Write out each entry below exactly; the images do not belong in your copy.

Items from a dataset
──────────

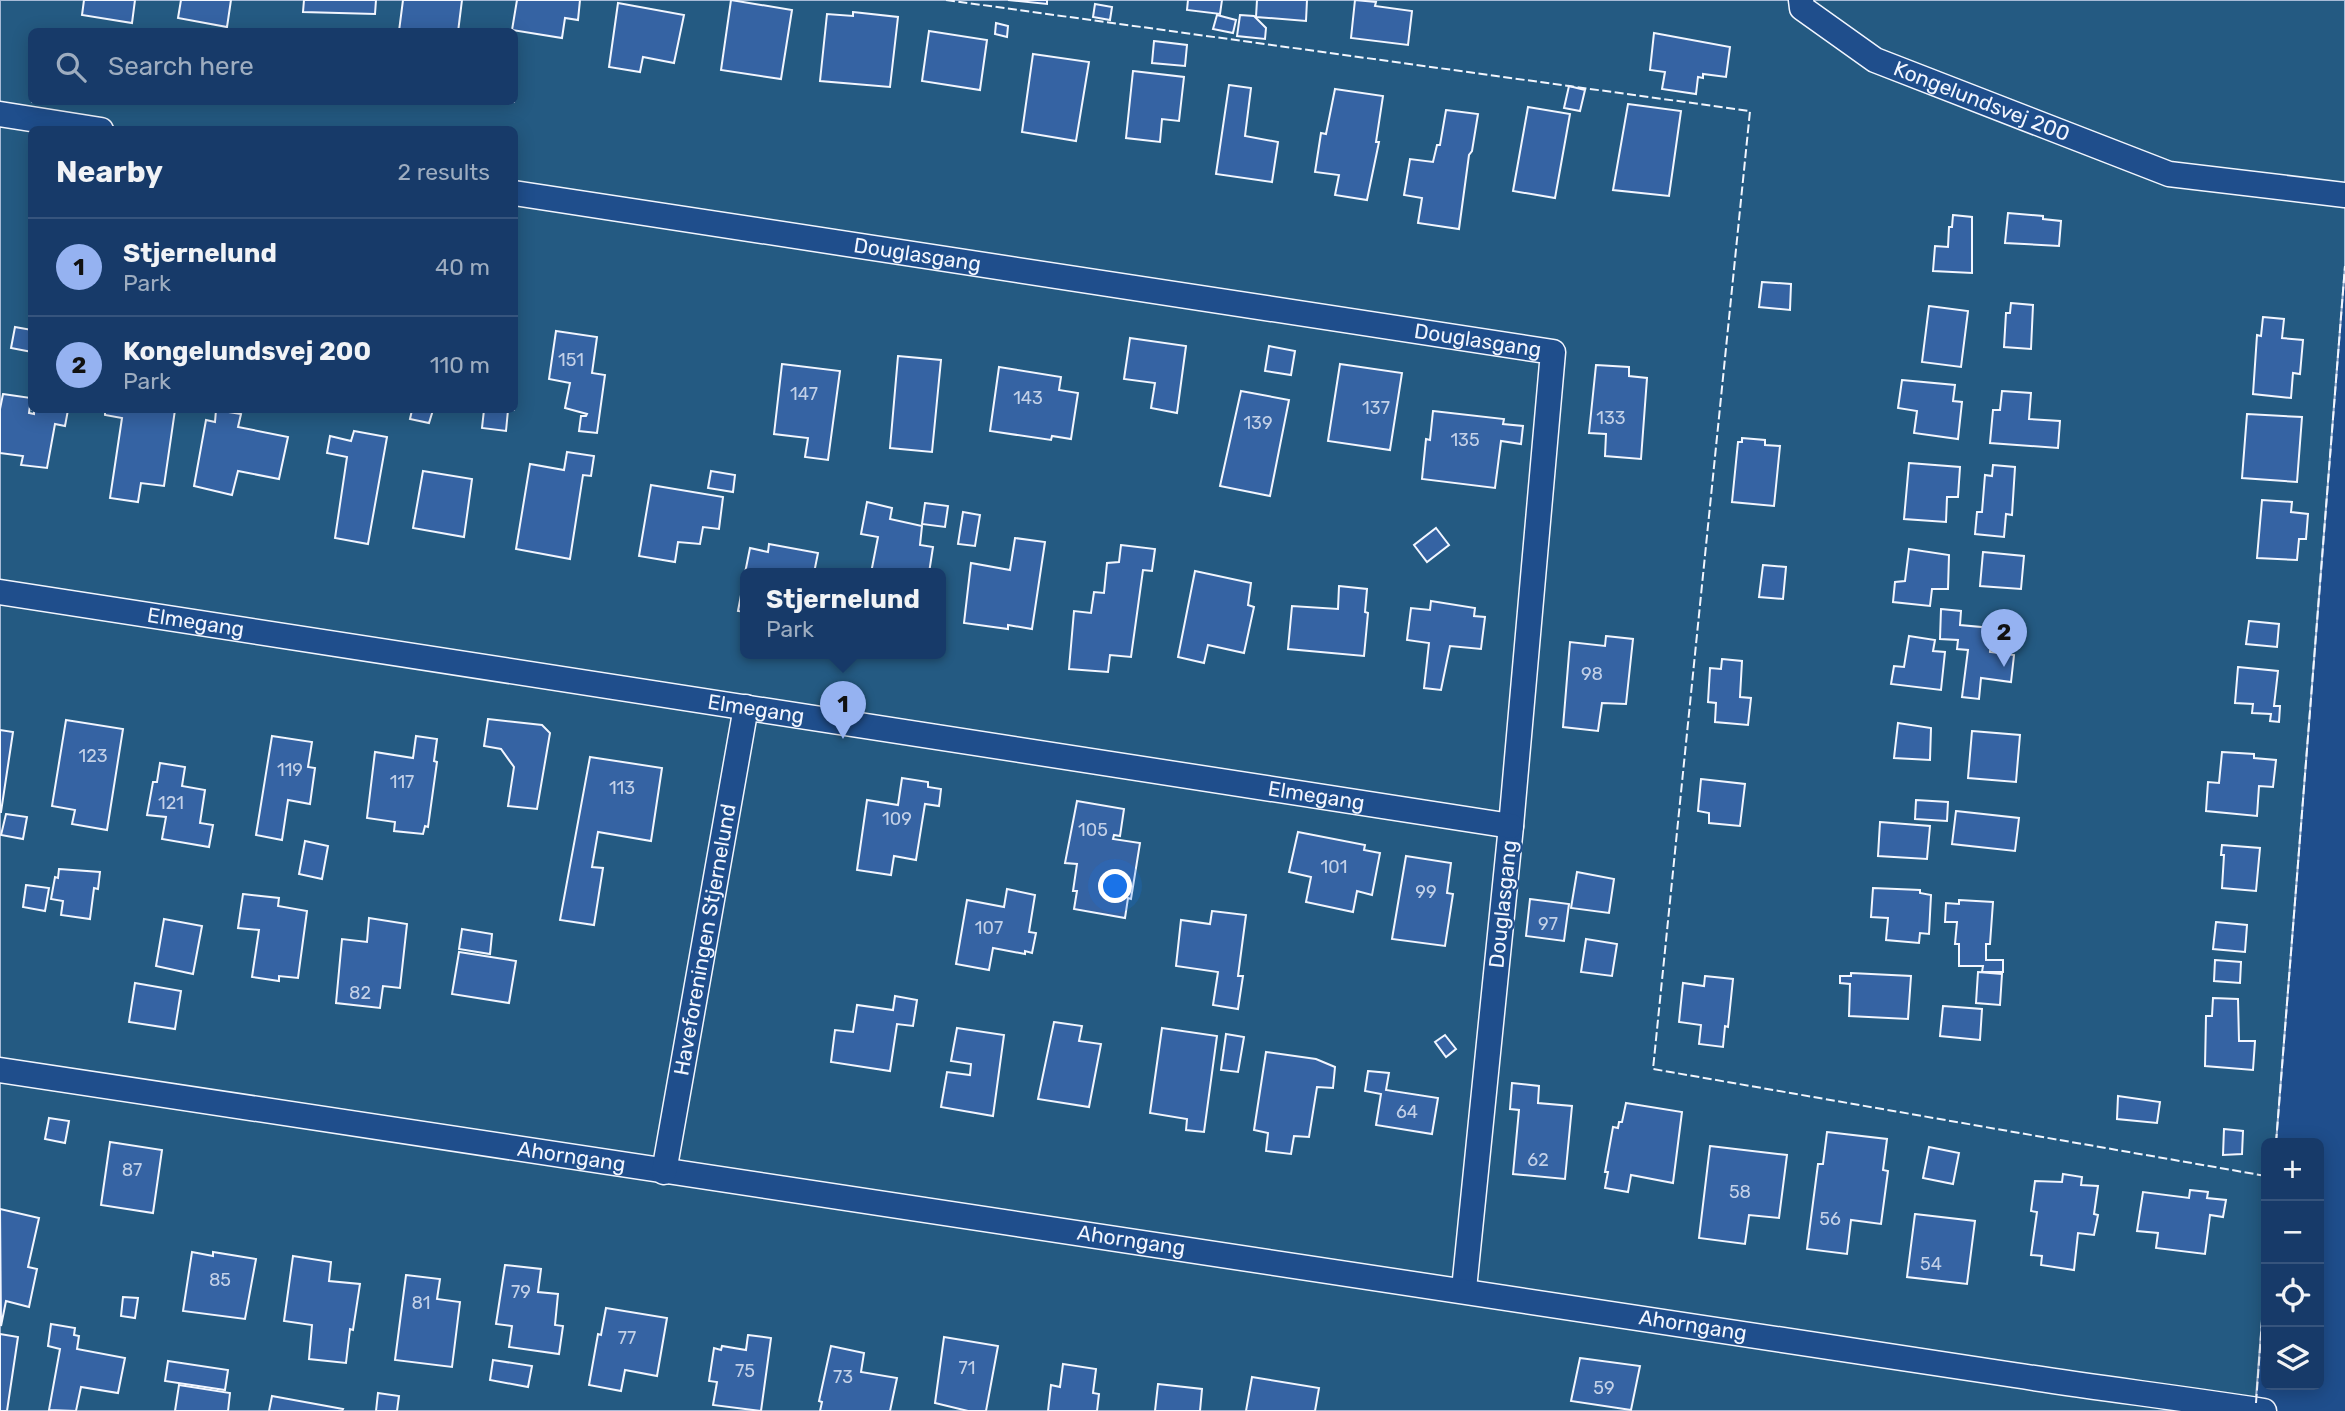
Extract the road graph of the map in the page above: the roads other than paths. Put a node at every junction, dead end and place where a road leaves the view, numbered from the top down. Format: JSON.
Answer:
{"nodes":[{"id":1,"x":1801,"y":0,"type":"edge"},
{"id":2,"x":0,"y":114,"type":"edge"},
{"id":3,"x":76,"y":126,"type":"edge"},
{"id":4,"x":518,"y":194,"type":"edge"},
{"id":5,"x":2345,"y":195,"type":"edge"},
{"id":6,"x":0,"y":592,"type":"edge"},
{"id":7,"x":746,"y":707,"type":"junction"},
{"id":8,"x":1511,"y":826,"type":"junction"},
{"id":9,"x":0,"y":1070,"type":"edge"},
{"id":10,"x":664,"y":1172,"type":"junction"},
{"id":11,"x":1464,"y":1289,"type":"junction"},
{"id":12,"x":2115,"y":1401,"type":"edge"},
{"id":13,"x":2264,"y":1411,"type":"edge"}],
"edges":[{"from":1,"to":5,"type":"lane","name":"Kongelundsvej 200"},
{"from":2,"to":3,"type":"lane"},
{"from":4,"to":8,"type":"lane","name":"Douglasgang"},
{"from":6,"to":7,"type":"lane","name":"Elmegang"},
{"from":7,"to":8,"type":"lane","name":"Elmegang"},
{"from":7,"to":10,"type":"lane","name":"Haveforeningen Stjernelund"},
{"from":8,"to":11,"type":"lane","name":"Douglasgang"},
{"from":9,"to":10,"type":"lane","name":"Ahorngang"},
{"from":10,"to":11,"type":"lane","name":"Ahorngang"},
{"from":11,"to":12,"type":"lane","name":"Ahorngang"},
{"from":12,"to":13,"type":"lane","name":"Ahorngang"}]}
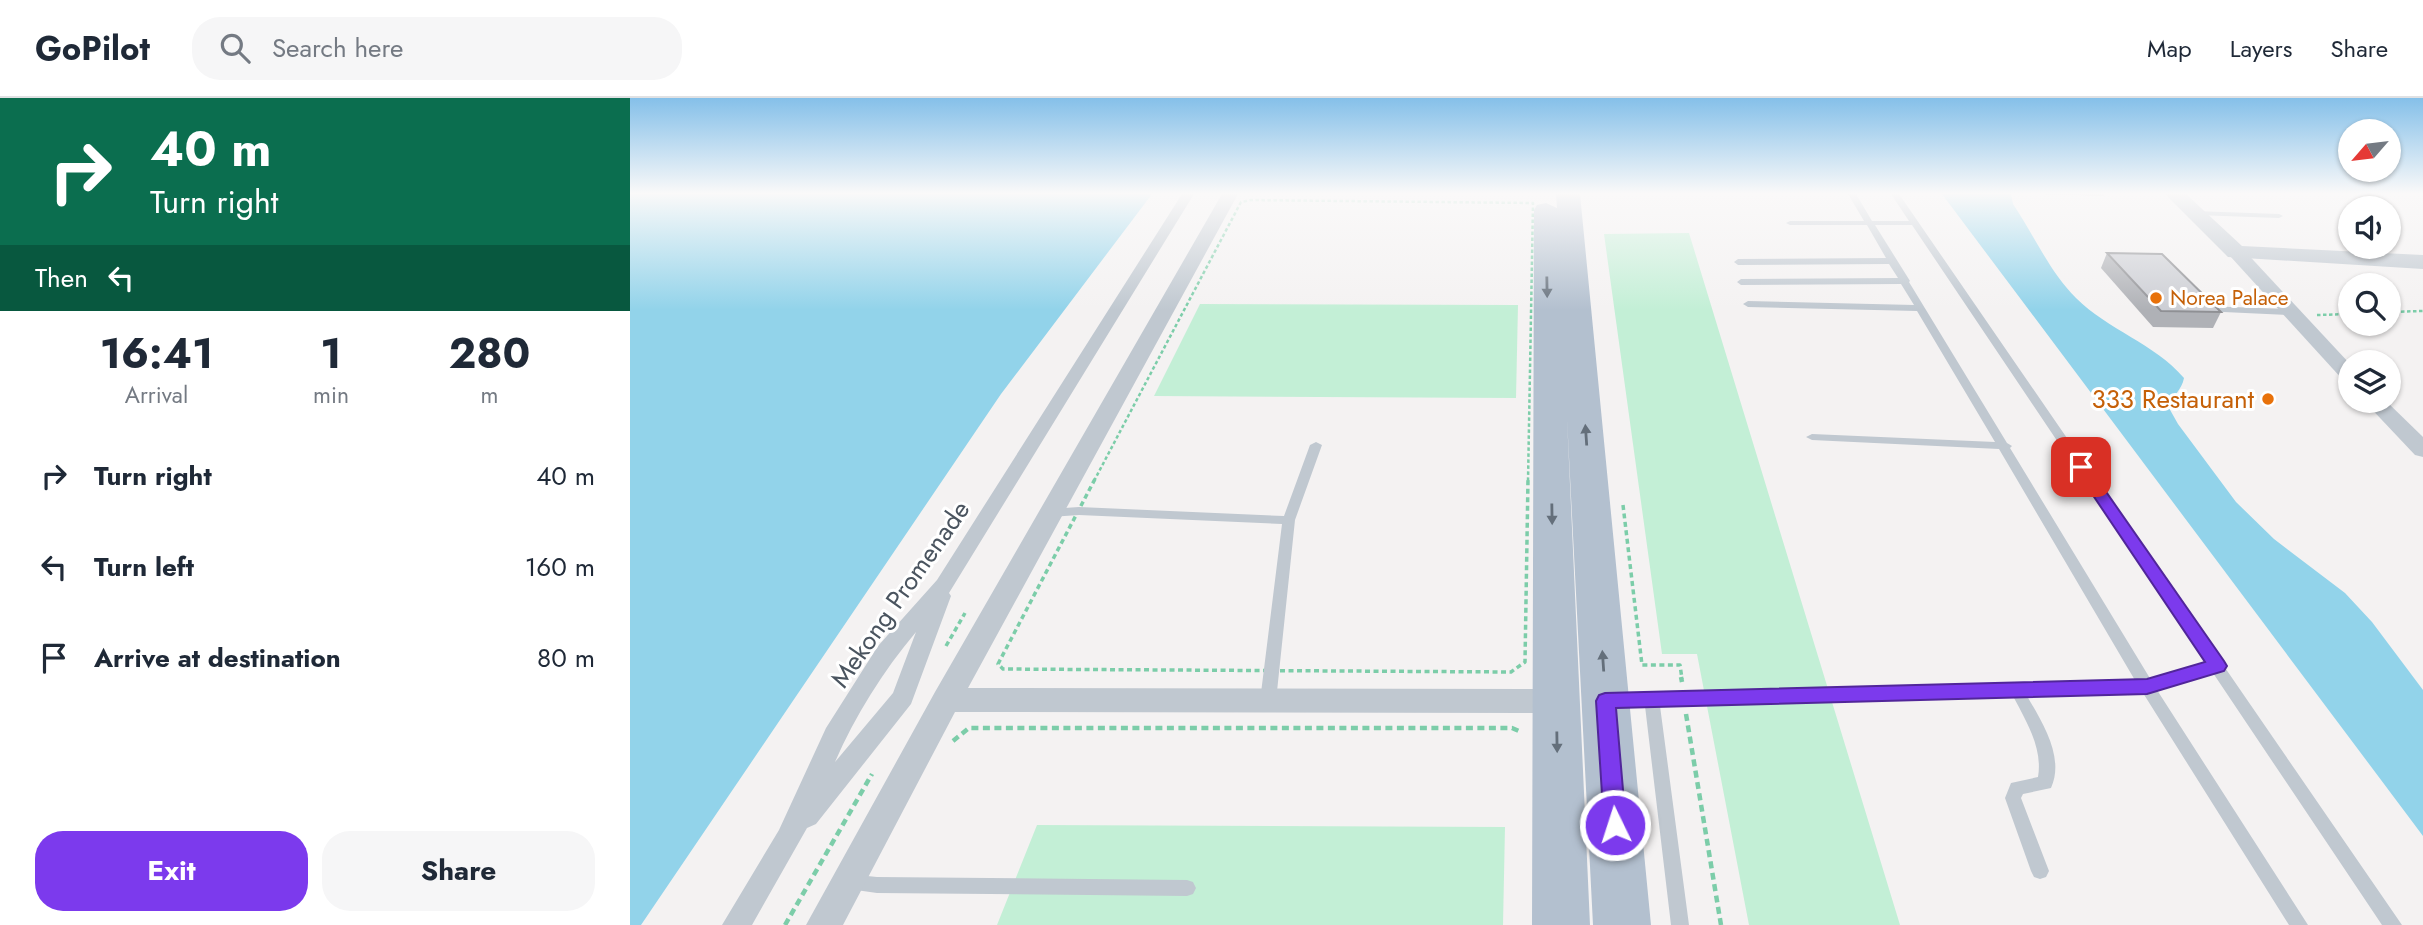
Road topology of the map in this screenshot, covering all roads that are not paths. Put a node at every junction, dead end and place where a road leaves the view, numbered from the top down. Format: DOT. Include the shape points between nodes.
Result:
graph roads {
  1 [pos="1164,233"];
  2 [pos="1218,233"];
  3 [pos="1546,233"];
  4 [pos="1571,233"];
  5 [pos="1876,233"];
  6 [pos="1922,233"];
  7 [pos="2217,233"];
  8 [pos="2236,252"];
  9 [pos="1893,261"];
  10 [pos="1738,262"];
  11 [pos="2423,262"];
  12 [pos="1906,281"];
  13 [pos="1741,282"];
  14 [pos="1748,304"];
  15 [pos="1922,308"];
  16 [pos="2203,309"];
  17 [pos="2288,312"];
  18 [pos="2338,364"];
  19 [pos="2389,413"];
  20 [pos="2413,432"];
  21 [pos="1812,437"];
  22 [pos="1317,445"];
  23 [pos="2006,446"];
  24 [pos="2423,450"];
  25 [pos="1049,513"];
  26 [pos="1289,520"];
  27 [pos="944,585"];
  28 [pos="2217,666"];
  29 [pos="2147,687"];
  30 [pos="2016,690"];
  31 [pos="946,700"];
  32 [pos="1268,701"];
  33 [pos="1556,701"];
  34 [pos="1605,701"];
  35 [pos="1652,701"];
  36 [pos="789,838"];
  37 [pos="2040,870"];
  38 [pos="848,882"];
  39 [pos="1187,888"];
  40 [pos="736,925"];
  41 [pos="824,925"];
  42 [pos="1561,925"];
  43 [pos="1622,925"];
  44 [pos="1679,925"];
  45 [pos="2299,925"];
  46 [pos="2393,925"];
  1 -- 27 [label="street, Mekong Promenade"];
  2 -- 25 [label="street"];
  3 -- 33 [label="main road, one-way"];
  34 -- 4 [label="main road, one-way"];
  5 -- 9 [label="lane"];
  6 -- 28 [label="lane"];
  7 -- 8 [label="street"];
  8 -- 11 [label="street"];
  8 -- 17 [label="street"];
  9 -- 10 [label="lane"];
  9 -- 12 [label="lane"];
  12 -- 13 [label="lane"];
  12 -- 15 [label="lane"];
  14 -- 15 [label="lane"];
  15 -- 23 [label="lane"];
  16 -- 17 [label="lane"];
  17 -- 18 [label="street"];
  19 -- 20 [label="street"];
  20 -- 24 [label="street"];
  21 -- 23 [label="lane"];
  22 -- 26 [label="lane"];
  23 -- 29 [label="lane"];
  25 -- 26 [label="lane"];
  25 -- 31 [label="street"];
  26 -- 32 [label="lane"];
  27 -- 36 [label="street, Mekong Promenade" via="886,652 842,723"];
  27 -- 36 [label="street" via="902,697"];
  28 -- 29 [label="lane"];
  28 -- 46 [label="lane"];
  29 -- 30 [label="lane"];
  29 -- 45 [label="lane"];
  30 -- 35 [label="lane"];
  30 -- 37 [label="lane" via="2045,743 2045,783 2017,788 2013,798"];
  31 -- 32 [label="street"];
  31 -- 38 [label="street"];
  32 -- 33 [label="street"];
  33 -- 42 [label="main road, one-way"];
  34 -- 35 [label="lane"];
  34 -- 43 [label="main road"];
  35 -- 44 [label="lane"];
  36 -- 40 [label="street, Mekong Promenade"];
  38 -- 39 [label="lane"];
  38 -- 41 [label="street"];
}
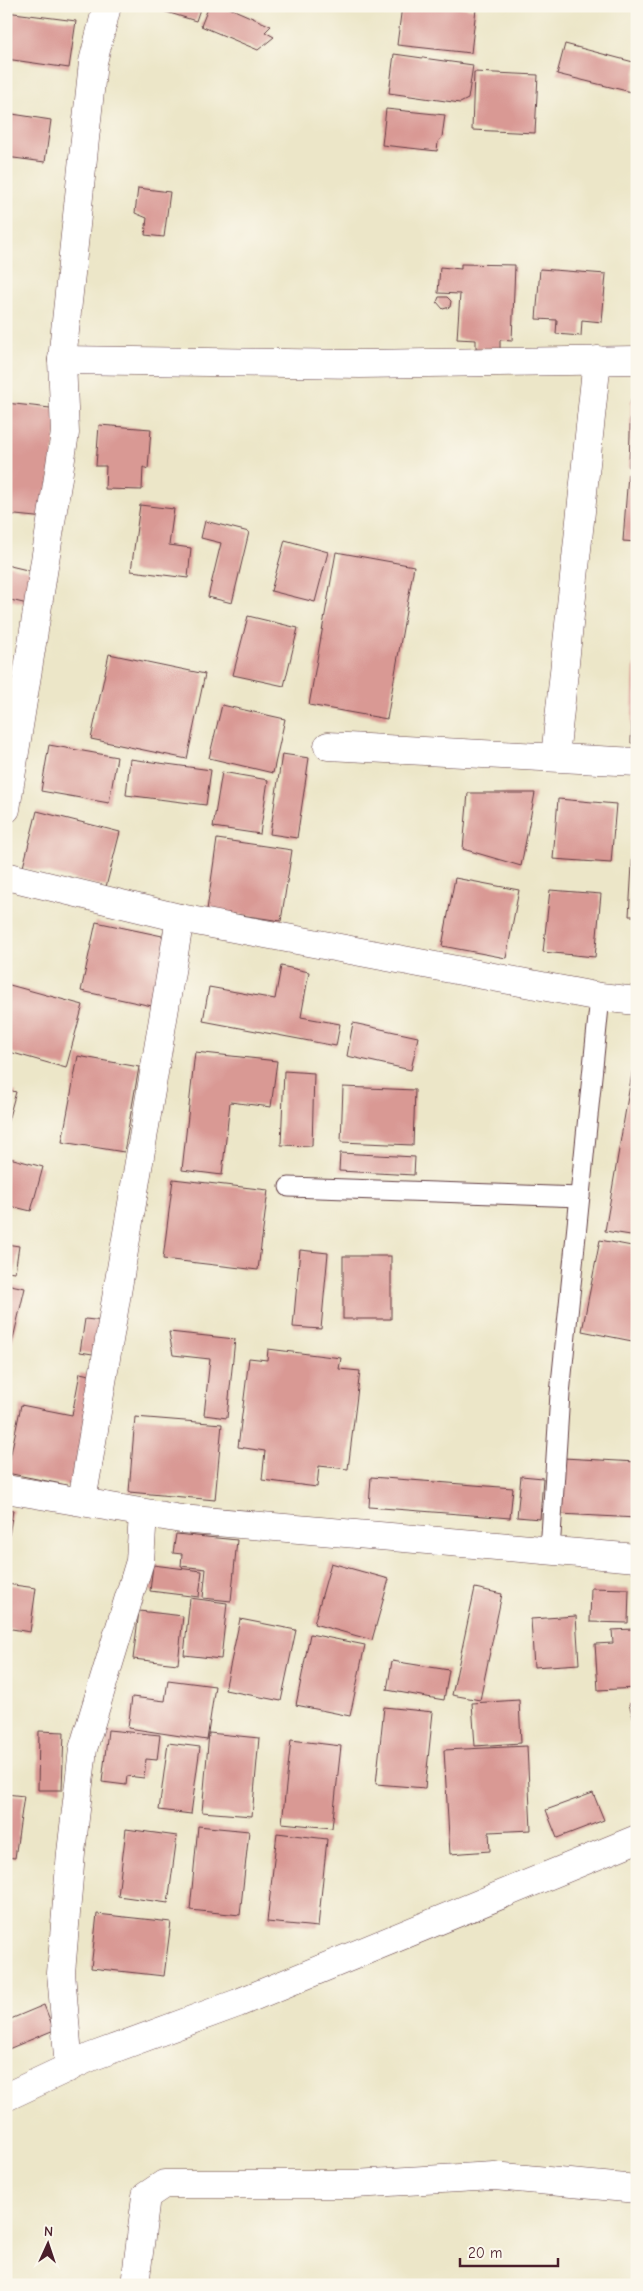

──────────

• _Written solution_:
Extract the road graph of the map in the page above: the roads other than paths. Put a node at every junction, dead end and place where a road leaves the view, numbered from the top down. Format: JSON.
Answer:
{"nodes":[{"id":1,"x":1801,"y":0,"type":"edge"},
{"id":2,"x":0,"y":114,"type":"edge"},
{"id":3,"x":76,"y":126,"type":"edge"},
{"id":4,"x":518,"y":194,"type":"edge"},
{"id":5,"x":2345,"y":195,"type":"edge"},
{"id":6,"x":0,"y":592,"type":"edge"},
{"id":7,"x":746,"y":707,"type":"junction"},
{"id":8,"x":1511,"y":826,"type":"junction"},
{"id":9,"x":0,"y":1070,"type":"edge"},
{"id":10,"x":664,"y":1172,"type":"junction"},
{"id":11,"x":1464,"y":1289,"type":"junction"},
{"id":12,"x":2115,"y":1401,"type":"edge"},
{"id":13,"x":2264,"y":1411,"type":"edge"}],
"edges":[{"from":1,"to":5,"type":"lane","name":"Kongelundsvej 200"},
{"from":2,"to":3,"type":"lane"},
{"from":4,"to":8,"type":"lane","name":"Douglasgang"},
{"from":6,"to":7,"type":"lane","name":"Elmegang"},
{"from":7,"to":8,"type":"lane","name":"Elmegang"},
{"from":7,"to":10,"type":"lane","name":"Haveforeningen Stjernelund"},
{"from":8,"to":11,"type":"lane","name":"Douglasgang"},
{"from":9,"to":10,"type":"lane","name":"Ahorngang"},
{"from":10,"to":11,"type":"lane","name":"Ahorngang"},
{"from":11,"to":12,"type":"lane","name":"Ahorngang"},
{"from":12,"to":13,"type":"lane","name":"Ahorngang"}]}
Road topology of the map in this screenshot, covering all roads that are not paths. Put a node at every junction, dead end and place where a road leaves the view, numbered from the top down. Format: DOT. Include the shape points between nodes.
Result:
graph roads {
  1 [pos="1164,233"];
  2 [pos="1218,233"];
  3 [pos="1546,233"];
  4 [pos="1571,233"];
  5 [pos="1876,233"];
  6 [pos="1922,233"];
  7 [pos="2217,233"];
  8 [pos="2236,252"];
  9 [pos="1893,261"];
  10 [pos="1738,262"];
  11 [pos="2423,262"];
  12 [pos="1906,281"];
  13 [pos="1741,282"];
  14 [pos="1748,304"];
  15 [pos="1922,308"];
  16 [pos="2203,309"];
  17 [pos="2288,312"];
  18 [pos="2338,364"];
  19 [pos="2389,413"];
  20 [pos="2413,432"];
  21 [pos="1812,437"];
  22 [pos="1317,445"];
  23 [pos="2006,446"];
  24 [pos="2423,450"];
  25 [pos="1049,513"];
  26 [pos="1289,520"];
  27 [pos="944,585"];
  28 [pos="2217,666"];
  29 [pos="2147,687"];
  30 [pos="2016,690"];
  31 [pos="946,700"];
  32 [pos="1268,701"];
  33 [pos="1556,701"];
  34 [pos="1605,701"];
  35 [pos="1652,701"];
  36 [pos="789,838"];
  37 [pos="2040,870"];
  38 [pos="848,882"];
  39 [pos="1187,888"];
  40 [pos="736,925"];
  41 [pos="824,925"];
  42 [pos="1561,925"];
  43 [pos="1622,925"];
  44 [pos="1679,925"];
  45 [pos="2299,925"];
  46 [pos="2393,925"];
  1 -- 27 [label="street, Mekong Promenade"];
  2 -- 25 [label="street"];
  3 -- 33 [label="main road, one-way"];
  34 -- 4 [label="main road, one-way"];
  5 -- 9 [label="lane"];
  6 -- 28 [label="lane"];
  7 -- 8 [label="street"];
  8 -- 11 [label="street"];
  8 -- 17 [label="street"];
  9 -- 10 [label="lane"];
  9 -- 12 [label="lane"];
  12 -- 13 [label="lane"];
  12 -- 15 [label="lane"];
  14 -- 15 [label="lane"];
  15 -- 23 [label="lane"];
  16 -- 17 [label="lane"];
  17 -- 18 [label="street"];
  19 -- 20 [label="street"];
  20 -- 24 [label="street"];
  21 -- 23 [label="lane"];
  22 -- 26 [label="lane"];
  23 -- 29 [label="lane"];
  25 -- 26 [label="lane"];
  25 -- 31 [label="street"];
  26 -- 32 [label="lane"];
  27 -- 36 [label="street, Mekong Promenade" via="886,652 842,723"];
  27 -- 36 [label="street" via="902,697"];
  28 -- 29 [label="lane"];
  28 -- 46 [label="lane"];
  29 -- 30 [label="lane"];
  29 -- 45 [label="lane"];
  30 -- 35 [label="lane"];
  30 -- 37 [label="lane" via="2045,743 2045,783 2017,788 2013,798"];
  31 -- 32 [label="street"];
  31 -- 38 [label="street"];
  32 -- 33 [label="street"];
  33 -- 42 [label="main road, one-way"];
  34 -- 35 [label="lane"];
  34 -- 43 [label="main road"];
  35 -- 44 [label="lane"];
  36 -- 40 [label="street, Mekong Promenade"];
  38 -- 39 [label="lane"];
  38 -- 41 [label="street"];
}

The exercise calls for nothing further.